As the result of modifying the Morioka method, it has become possible to use the widely available specialized electronic components, while high frequency audiometry headphones normally constitute an essential part of audiometric equipment.

Comparison of results of a prototype apparatus to the results obtained by the authors of the method of upper frequency limit of hearing has shown that the technical specifications of the new apparatus meet the requirements of the screening method. The authors of the present study has examined a group comprising both men and women. Because Morioka had not defined a standard curve for women, the results used in further comparative analysis were limited to those obtained from the male members of the study group. Morioka et al. studied 20- to 50-year old people with a selective history of employment in the conditions of occupational exposure. According to their observations, 20 year olds had just begun their occupational careers and were not exposed to noise and organic solvents. In the experiment, the authors assum that people aged 20 years had no occupational exposure sufficient to cause hearing loss. Therefore, the results for the Morioka’s and present author’s 20-year-old participants have been assumed to be comparable.

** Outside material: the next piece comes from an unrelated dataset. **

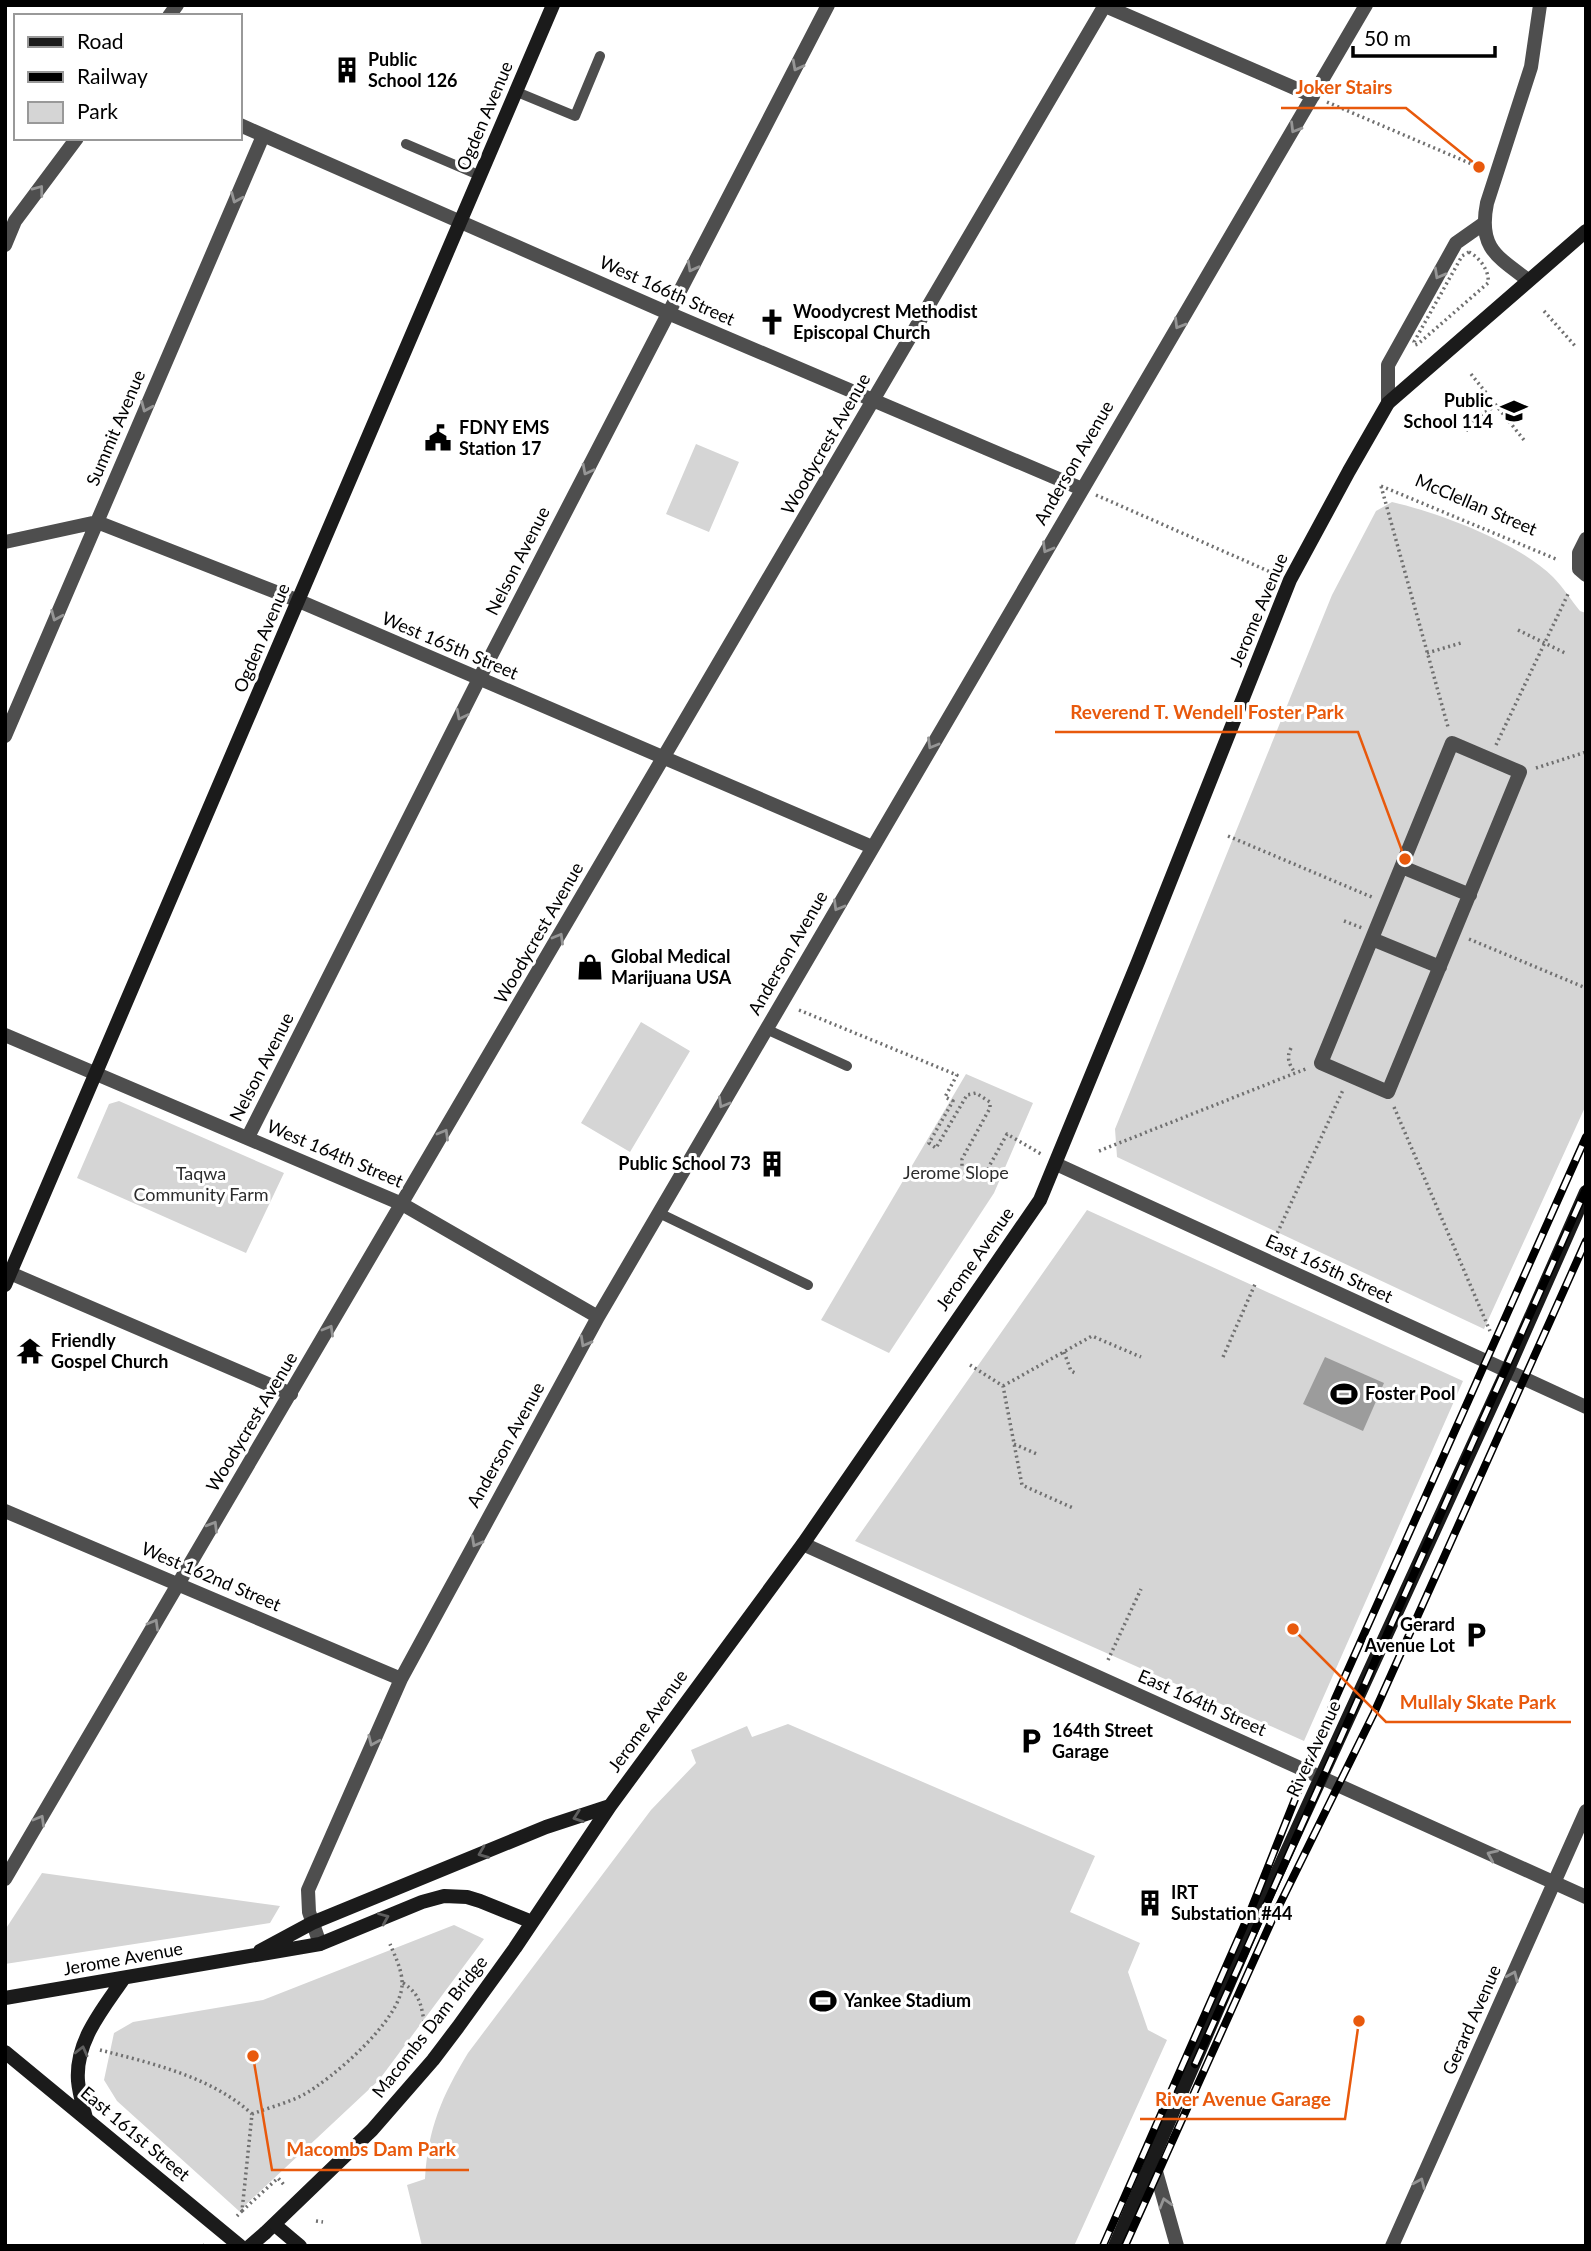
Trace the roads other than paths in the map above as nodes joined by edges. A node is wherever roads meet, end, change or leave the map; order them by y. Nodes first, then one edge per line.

In the group 20-year-old participants, the upper frequency limit of hearing results were as follows - in the group of 17 people only one person was under 75 percentile, two people were at the level of 75 percentile, ten at 50 percentile and four at the level of 25 percentile.

6. Conclusions

The results show that, despite differences in the construction, the specifications have been preserved. And the results obtained for 20-year-old patients are comparable. Further research is necessary to complete the verification of the new apparatus. It would be necessary to repeat the complete ’s experiment in the full range of age, with male subjects exposed simultaneously to noise and organic solvents. The next step would be to use the apparatus as a diagnostic tool for screening testing of hearing loss. Then it would be advisable to determine the upper limit of hearing loss in women who are also subjected to the same occupational exposures.

Acknowledgements

The Authors would like to thank prof. Malgorzata Pawlaczyk-Łuszczyńska (MSc, PhD ENG) and Adam Dudarewicz (MSc), for their help in implementing the technical part of the experiment.